A factory had to deal with shrinkage. Uncertainty about the company's future combined with high workloads took their toll on people's health. Relationships were under pressure, as there was less time for meetings. A staggering 20.5% of staff found themselves in the burn-out risk area. And more and more people were dropping out due to physical complaints.
The company wanted a coherent, preventive approach to support its management and employees to (continue to) feel good and to (continue to) perform in times of great pressure.
The company's CEO and HR Director took the lead. Our first step was to engage the management team in a dialogue about their own well-being as well as that of the organisation.
Immediately afterwards, a design group was set up, consisting of people from various departments. Using interviews and objective data (such as employee surveys, HR analytics, etc.), they investigated the health of the organisation and the different factors that promote and impede it. We provided a conceptual framework with which the theme of health and well-being could be systematically investigated.
On the basis of their analysis, we helped the design team, to determine priorities and to identify possible approaches together. An important point of attention was that all solutions were integrated as much as possible into existing policy or initiatives (leadership development, HR policy, facility management, etc.). A limited number of thematic workshops and other additional interventions were designed, such as a relaxation area, sports equipment, new layout of the workstations, etc....
All actions were grouped under one heading. This functioned as a clear brand.

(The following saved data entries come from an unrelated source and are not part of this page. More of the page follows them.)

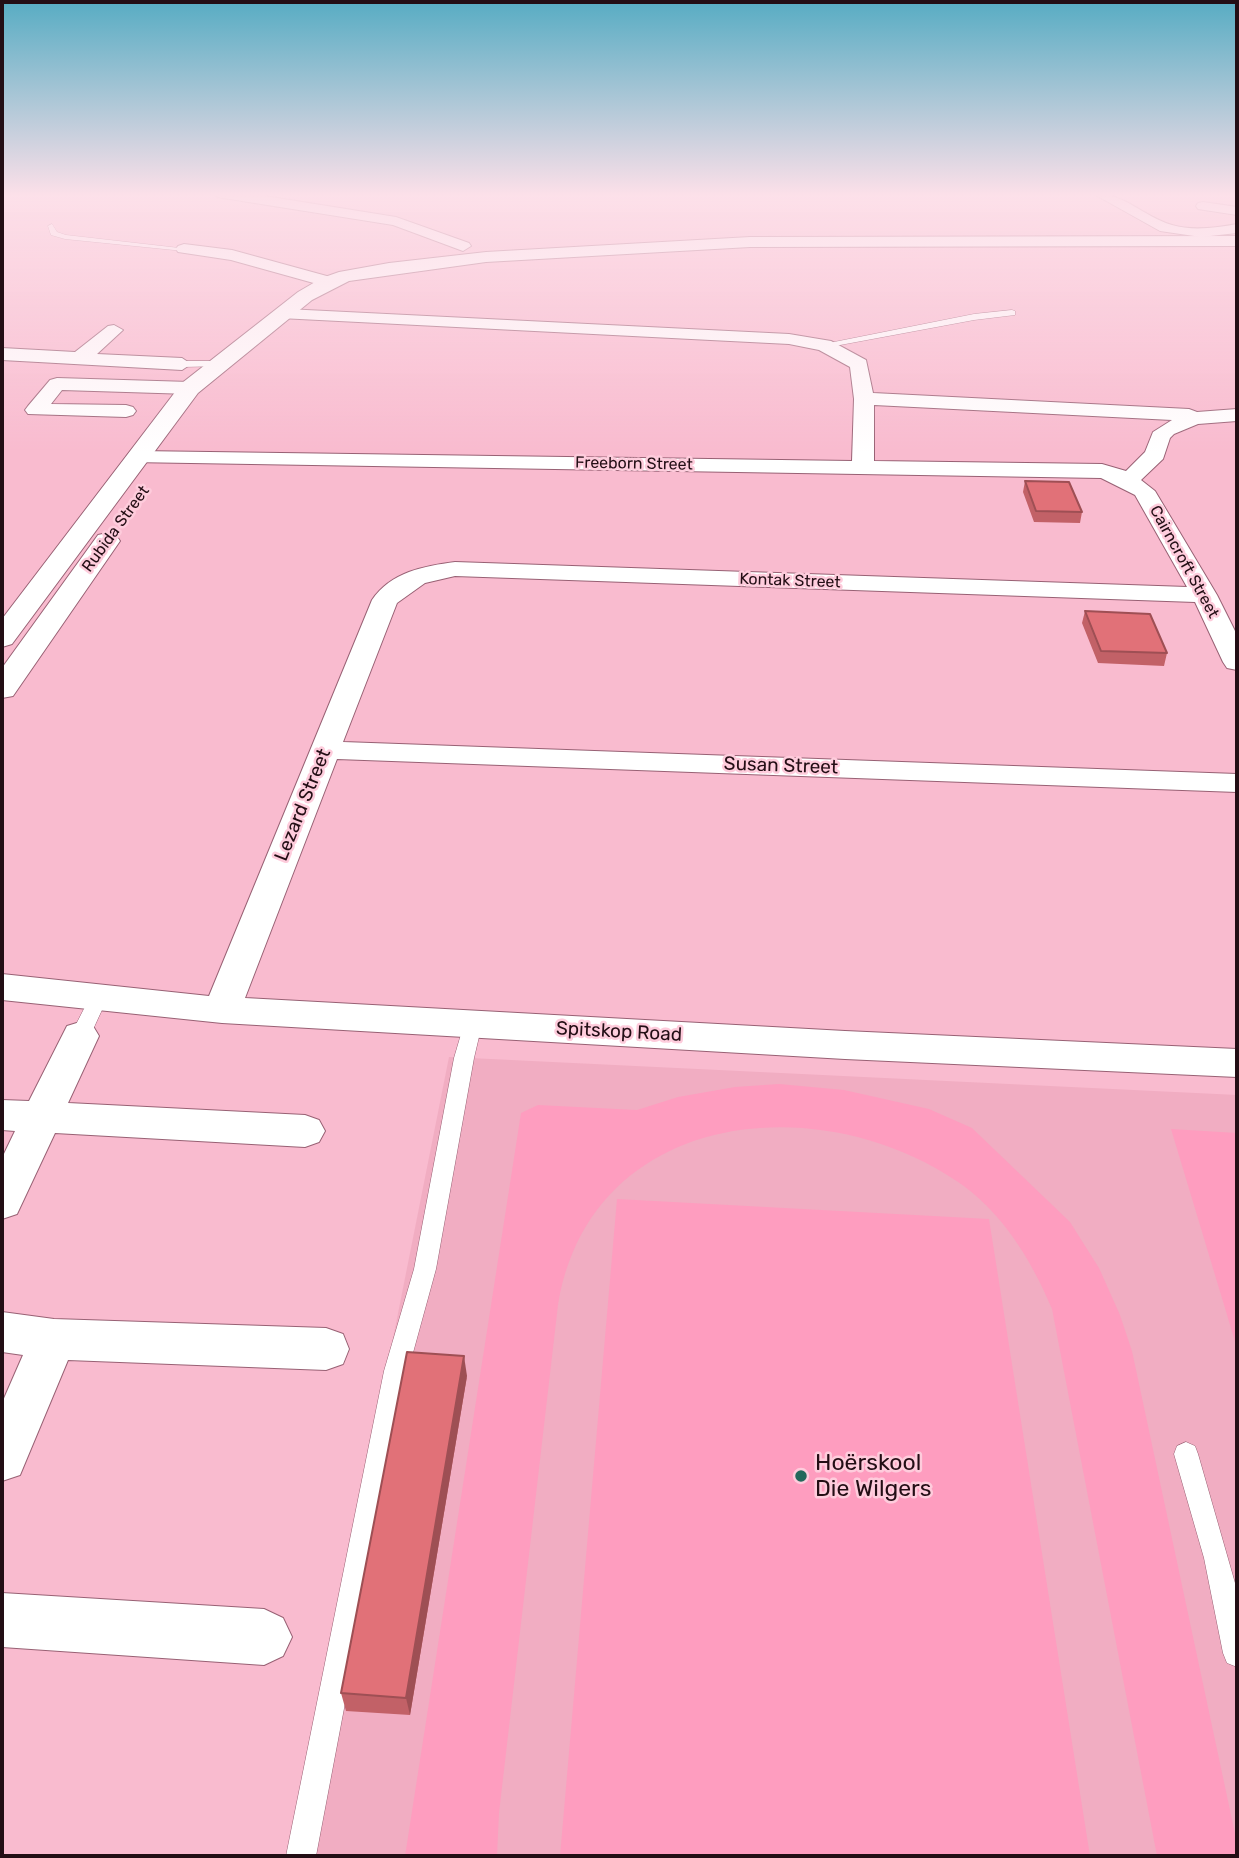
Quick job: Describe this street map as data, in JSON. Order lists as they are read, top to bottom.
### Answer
{
  "streets": {
    "street": [
      "Freeborn Street",
      "Rubida Street",
      "Cairncroft Street",
      "Kontak Street",
      "Susan Street",
      "Lezard Street",
      "Spitskop Road"
    ]
  },
  "crossings": [
    ["Freeborn Street", "Rubida Street"],
    ["Freeborn Street", "Cairncroft Street"],
    ["Cairncroft Street", "Kontak Street"],
    ["Kontak Street", "Lezard Street"],
    ["Susan Street", "Lezard Street"],
    ["Lezard Street", "Spitskop Road"]
  ],
  "places": ["Hoërskool Die Wilgers"]
}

By communicating very clearly, we lowered the threshold for employees to make use of the help on offer and to actively work on their health.

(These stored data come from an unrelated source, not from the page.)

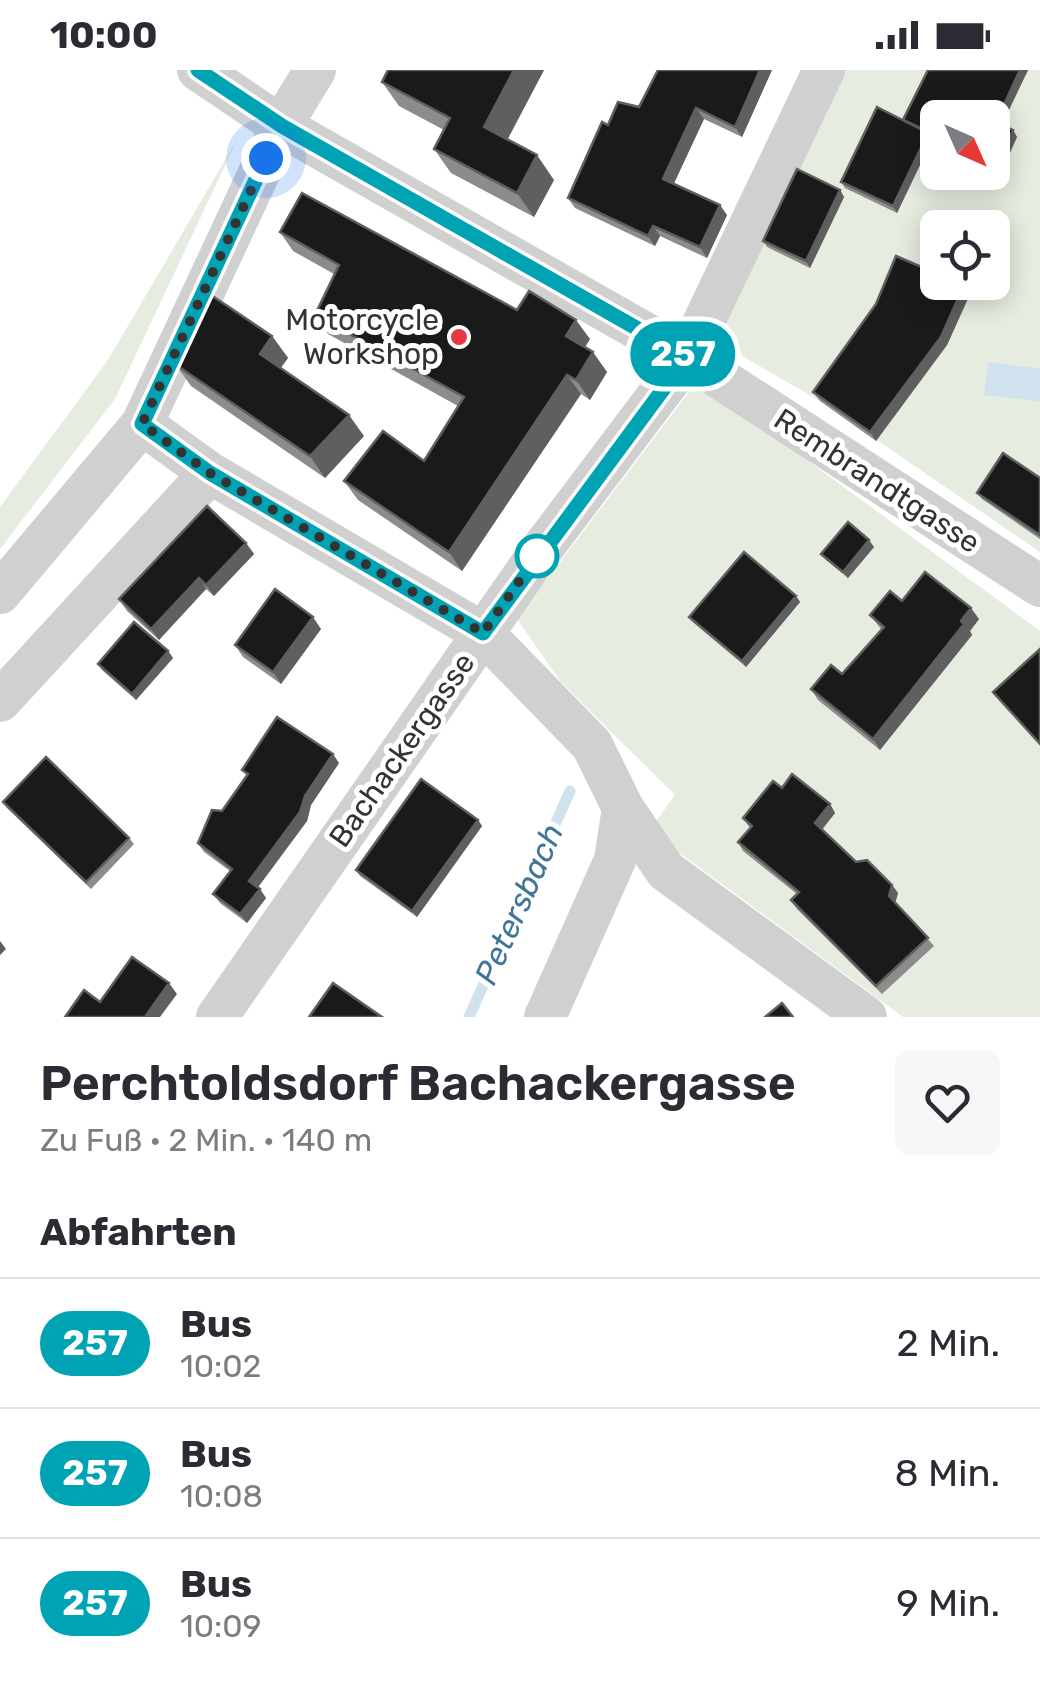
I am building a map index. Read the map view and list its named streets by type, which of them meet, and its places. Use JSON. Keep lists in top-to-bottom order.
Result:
{
  "streets": {
    "street": ["Rembrandtgasse", "Bachackergasse"]
  },
  "crossings": [
    ["Rembrandtgasse", "Bachackergasse"]
  ],
  "water": ["Petersbach"],
  "places": ["Motorcycle Workshop"],
  "lines": ["bus line 257"],
  "north": "bottom right",
  "page": {
    "status": "10:00",
    "on_map": "257",
    "heading": [
      ["Perchtoldsdorf Bachackergasse", "Zu Fuß · 2 Min. · 140 m"],
      "Abfahrten"
    ],
    "list": [
      {
        "mark": "257",
        "name": "Bus",
        "note": "10:02",
        "value": "2 Min."
      },
      {
        "mark": "257",
        "name": "Bus",
        "note": "10:08",
        "value": "8 Min."
      },
      {
        "mark": "257",
        "name": "Bus",
        "note": "10:09",
        "value": "9 Min."
      }
    ]
  }
}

A theme such as health and well-being touches on something very essential and human. Breaking open the conversation about this mobilised a lot of connection and energy, in an atmosphere of equality between all parties involved.
Moreover, the organisation has remained the owner of its own question and the health policy that was developed. Interventions were not just 'bought’, but were designed and chosen by the organisation itself. The members of the design group are now ambassadors of the project and propagate it further within the organization. They truly carry their own health policy.
And the prevention advisors have become more visible. Partly because of this, their role has shifted from reactive to proactive, so that they can do more for the organisation that badly needs their expertise.